== TASK PROMPT ==
The records must be duplicated exactly, with every picture left out.

== SUPPLIED RECORDS ==
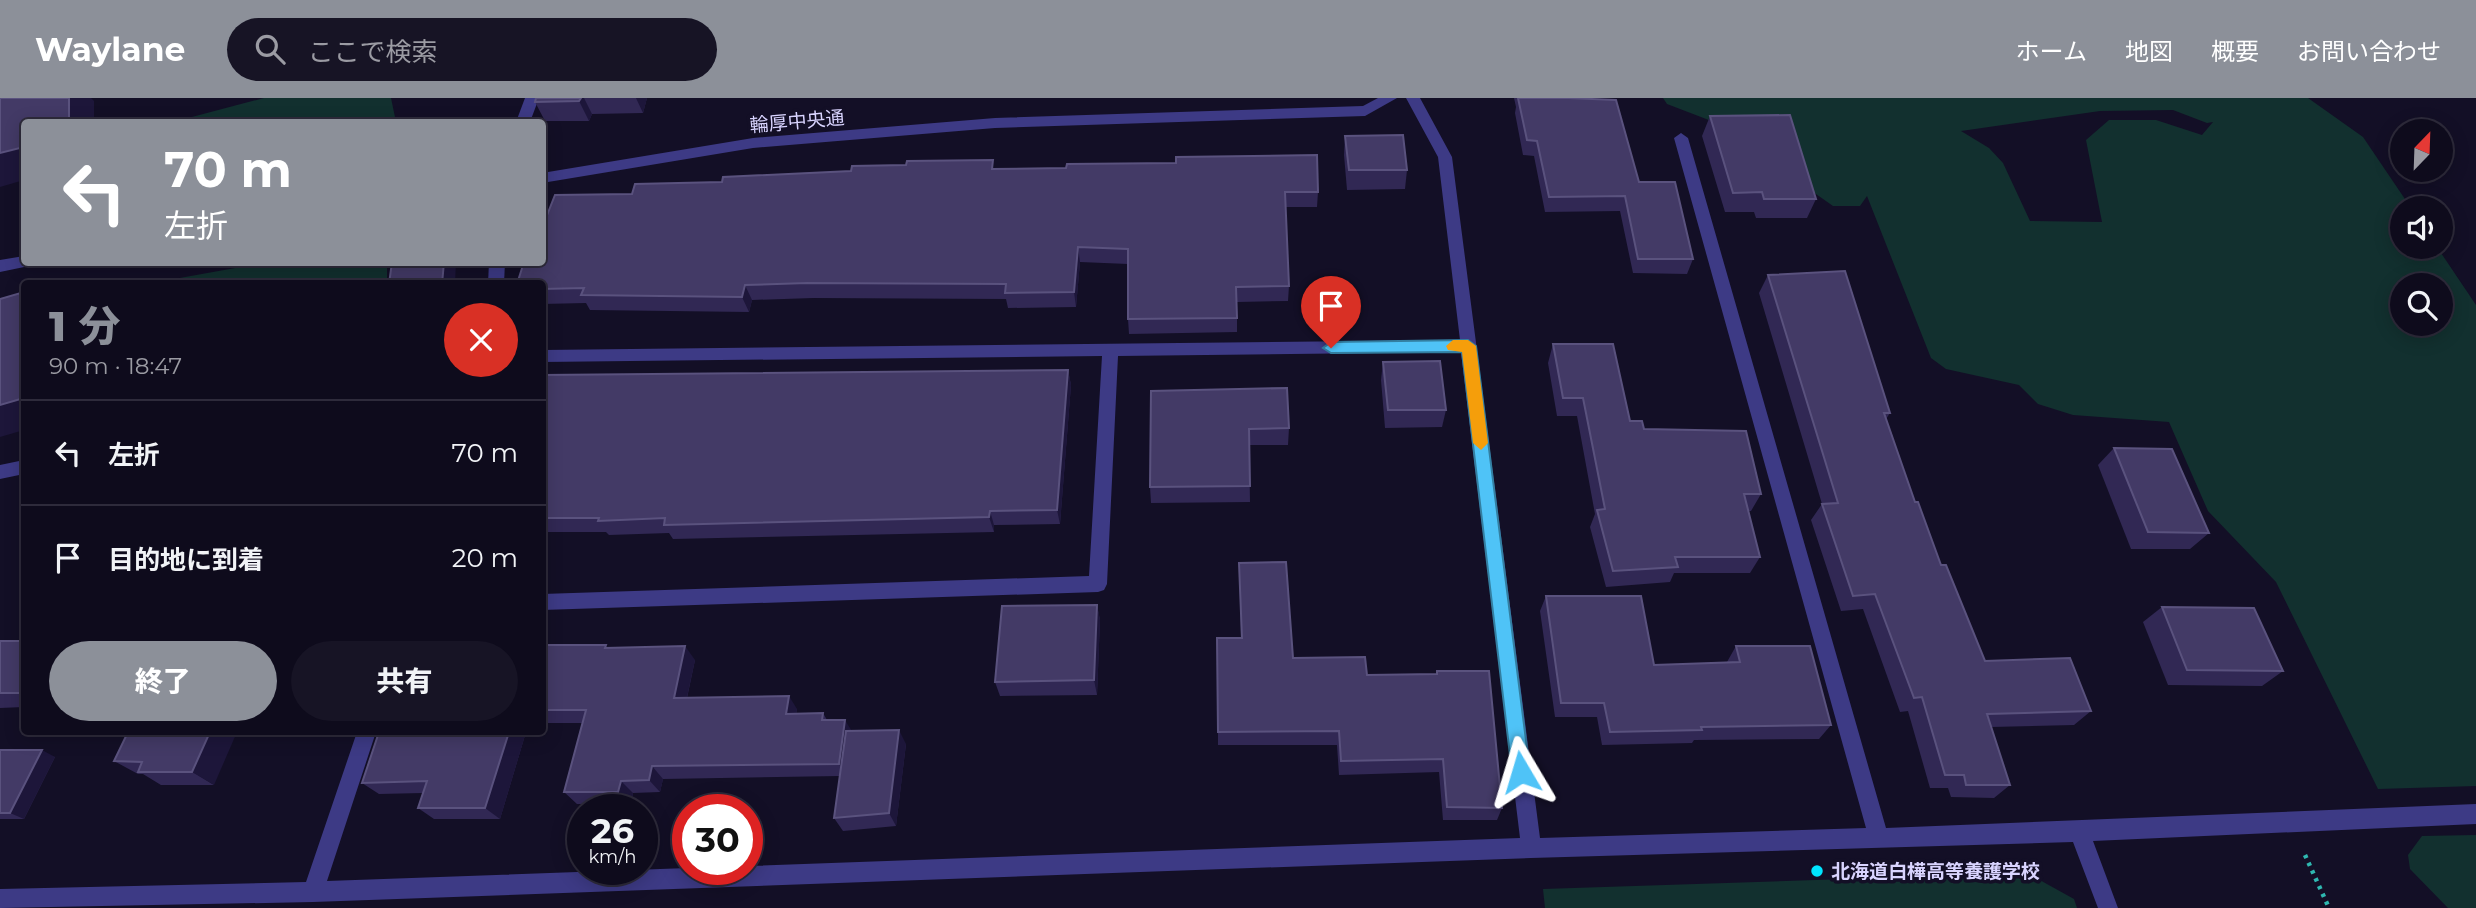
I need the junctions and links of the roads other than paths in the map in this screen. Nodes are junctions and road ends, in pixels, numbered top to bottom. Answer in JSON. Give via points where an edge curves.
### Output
{"nodes":[{"id":1,"x":532,"y":98,"type":"edge"},
{"id":2,"x":1390,"y":98,"type":"edge"},
{"id":3,"x":1413,"y":98,"type":"edge"},
{"id":4,"x":524,"y":119,"type":"edge"},
{"id":5,"x":1682,"y":138,"type":"dead end"},
{"id":6,"x":546,"y":177,"type":"edge"},
{"id":7,"x":21,"y":262,"type":"edge"},
{"id":8,"x":0,"y":266,"type":"edge"},
{"id":9,"x":1468,"y":346,"type":"junction"},
{"id":10,"x":1110,"y":350,"type":"junction"},
{"id":11,"x":546,"y":356,"type":"edge"},
{"id":12,"x":21,"y":468,"type":"edge"},
{"id":13,"x":0,"y":472,"type":"edge"},
{"id":14,"x":546,"y":602,"type":"edge"},
{"id":15,"x":365,"y":735,"type":"edge"},
{"id":16,"x":2476,"y":814,"type":"edge"},
{"id":17,"x":2079,"y":832,"type":"junction"},
{"id":18,"x":1879,"y":838,"type":"junction"},
{"id":19,"x":1531,"y":848,"type":"junction"},
{"id":20,"x":313,"y":892,"type":"junction"},
{"id":21,"x":0,"y":899,"type":"edge"},
{"id":22,"x":2108,"y":908,"type":"edge"}],
"edges":[{"from":1,"to":4,"type":"street"},
{"from":2,"to":6,"type":"street","name":"輪厚中央通","via":[[1365,111],[995,123],[753,144]]},
{"from":3,"to":9,"type":"street","via":[[1445,157]]},
{"from":5,"to":18,"type":"street"},
{"from":7,"to":8,"type":"street"},
{"from":9,"to":10,"type":"street"},
{"from":9,"to":19,"type":"street"},
{"from":10,"to":11,"type":"street"},
{"from":10,"to":14,"type":"street","via":[[1098,584]]},
{"from":12,"to":13,"type":"street"},
{"from":15,"to":20,"type":"street"},
{"from":16,"to":17,"type":"street"},
{"from":17,"to":18,"type":"street"},
{"from":17,"to":22,"type":"street"},
{"from":18,"to":19,"type":"street"},
{"from":19,"to":20,"type":"street"},
{"from":20,"to":21,"type":"street"}]}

== ANSWER AREA ==
I need the junctions and links of the roads other than paths in the map in this screen. Nodes are junctions and road ends, in pixels, numbered top to bottom. Answer in JSON. Give via points where an edge curves.
### Output
{"nodes":[{"id":1,"x":532,"y":98,"type":"edge"},
{"id":2,"x":1390,"y":98,"type":"edge"},
{"id":3,"x":1413,"y":98,"type":"edge"},
{"id":4,"x":524,"y":119,"type":"edge"},
{"id":5,"x":1682,"y":138,"type":"dead end"},
{"id":6,"x":546,"y":177,"type":"edge"},
{"id":7,"x":21,"y":262,"type":"edge"},
{"id":8,"x":0,"y":266,"type":"edge"},
{"id":9,"x":1468,"y":346,"type":"junction"},
{"id":10,"x":1110,"y":350,"type":"junction"},
{"id":11,"x":546,"y":356,"type":"edge"},
{"id":12,"x":21,"y":468,"type":"edge"},
{"id":13,"x":0,"y":472,"type":"edge"},
{"id":14,"x":546,"y":602,"type":"edge"},
{"id":15,"x":365,"y":735,"type":"edge"},
{"id":16,"x":2476,"y":814,"type":"edge"},
{"id":17,"x":2079,"y":832,"type":"junction"},
{"id":18,"x":1879,"y":838,"type":"junction"},
{"id":19,"x":1531,"y":848,"type":"junction"},
{"id":20,"x":313,"y":892,"type":"junction"},
{"id":21,"x":0,"y":899,"type":"edge"},
{"id":22,"x":2108,"y":908,"type":"edge"}],
"edges":[{"from":1,"to":4,"type":"street"},
{"from":2,"to":6,"type":"street","name":"輪厚中央通","via":[[1365,111],[995,123],[753,144]]},
{"from":3,"to":9,"type":"street","via":[[1445,157]]},
{"from":5,"to":18,"type":"street"},
{"from":7,"to":8,"type":"street"},
{"from":9,"to":10,"type":"street"},
{"from":9,"to":19,"type":"street"},
{"from":10,"to":11,"type":"street"},
{"from":10,"to":14,"type":"street","via":[[1098,584]]},
{"from":12,"to":13,"type":"street"},
{"from":15,"to":20,"type":"street"},
{"from":16,"to":17,"type":"street"},
{"from":17,"to":18,"type":"street"},
{"from":17,"to":22,"type":"street"},
{"from":18,"to":19,"type":"street"},
{"from":19,"to":20,"type":"street"},
{"from":20,"to":21,"type":"street"}]}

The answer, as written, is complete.